## Your assignment
Scan the records and identify every line in which the string "name" occurs, then return those lines.

Stored items:
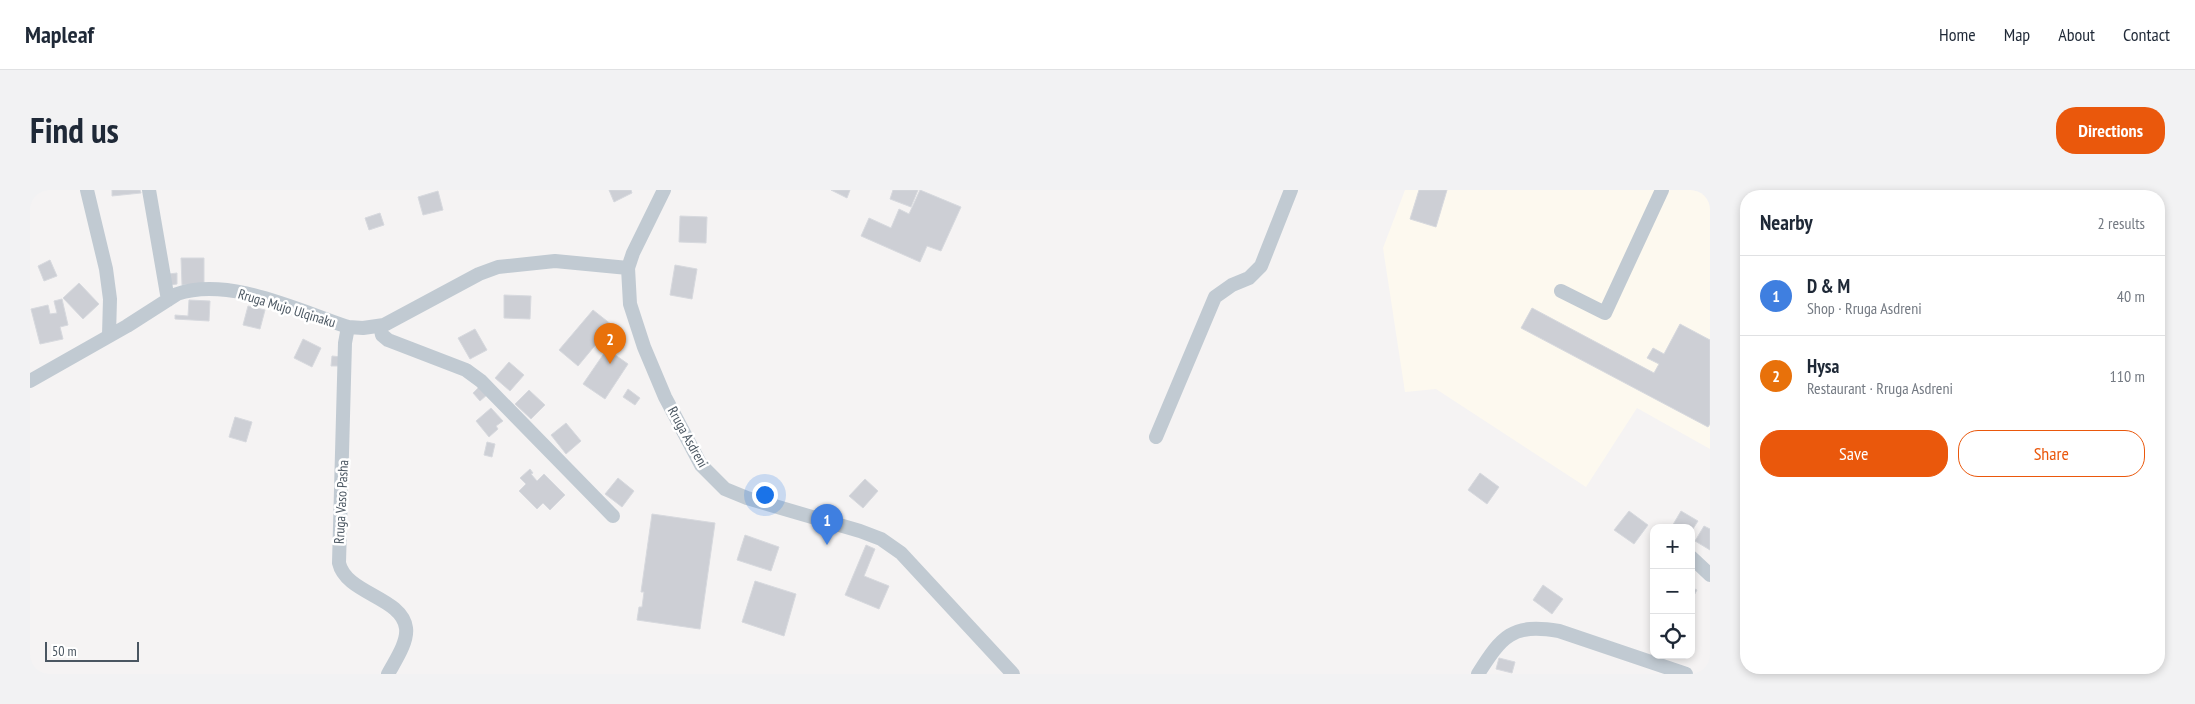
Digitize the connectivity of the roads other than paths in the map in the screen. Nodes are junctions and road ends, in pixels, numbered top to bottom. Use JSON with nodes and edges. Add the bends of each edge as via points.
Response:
{"nodes":[{"id":1,"x":87,"y":190,"type":"edge"},
{"id":2,"x":149,"y":190,"type":"edge"},
{"id":3,"x":664,"y":190,"type":"edge"},
{"id":4,"x":1291,"y":190,"type":"edge"},
{"id":5,"x":1662,"y":190,"type":"edge"},
{"id":6,"x":628,"y":268,"type":"junction"},
{"id":7,"x":1561,"y":291,"type":"dead end"},
{"id":8,"x":168,"y":300,"type":"junction"},
{"id":9,"x":380,"y":326,"type":"junction"},
{"id":10,"x":348,"y":327,"type":"junction"},
{"id":11,"x":109,"y":336,"type":"junction"},
{"id":12,"x":30,"y":381,"type":"edge"},
{"id":13,"x":1156,"y":437,"type":"dead end"},
{"id":14,"x":613,"y":516,"type":"dead end"},
{"id":15,"x":1695,"y":561,"type":"edge"},
{"id":16,"x":1710,"y":575,"type":"edge"},
{"id":17,"x":388,"y":674,"type":"edge"},
{"id":18,"x":1013,"y":674,"type":"edge"},
{"id":19,"x":1478,"y":674,"type":"edge"},
{"id":20,"x":1686,"y":674,"type":"edge"}],
"edges":[{"from":1,"to":11,"type":"street","via":[[106,269],[110,299]]},
{"from":2,"to":8,"type":"street"},
{"from":3,"to":6,"type":"street","name":"Rruga Asdreni"},
{"from":4,"to":13,"type":"street","via":[[1261,266],[1250,278],[1215,297]]},
{"from":5,"to":7,"type":"street","via":[[1605,313]]},
{"from":6,"to":9,"type":"street","via":[[555,261],[498,267]]},
{"from":6,"to":18,"type":"street","name":"Rruga Asdreni","via":[[630,304],[644,347],[677,423],[701,465],[714,480],[725,489],[747,498],[881,539],[901,553]]},
{"from":8,"to":10,"type":"street","name":"Rruga Mujo Ulqinaku","via":[[186,291],[234,291]]},
{"from":8,"to":11,"type":"street","name":"Rruga Mujo Ulqinaku"},
{"from":9,"to":10,"type":"street"},
{"from":9,"to":14,"type":"street","via":[[382,336],[388,340],[466,370],[487,386]]},
{"from":10,"to":17,"type":"street","name":"Rruga Vaso Pasha","via":[[339,563],[344,576],[393,608],[404,620],[405,639]]},
{"from":11,"to":12,"type":"street","name":"Rruga Mujo Ulqinaku"},
{"from":15,"to":16,"type":"street"},
{"from":19,"to":20,"type":"street","via":[[1494,648],[1507,636],[1522,629],[1540,628],[1559,631]]}]}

## Task response
{"from":3,"to":6,"type":"street","name":"Rruga Asdreni"},
{"from":6,"to":18,"type":"street","name":"Rruga Asdreni","via":[[630,304],[644,347],[677,423],[701,465],[714,480],[725,489],[747,498],[881,539],[901,553]]},
{"from":8,"to":10,"type":"street","name":"Rruga Mujo Ulqinaku","via":[[186,291],[234,291]]},
{"from":8,"to":11,"type":"street","name":"Rruga Mujo Ulqinaku"},
{"from":10,"to":17,"type":"street","name":"Rruga Vaso Pasha","via":[[339,563],[344,576],[393,608],[404,620],[405,639]]},
{"from":11,"to":12,"type":"street","name":"Rruga Mujo Ulqinaku"},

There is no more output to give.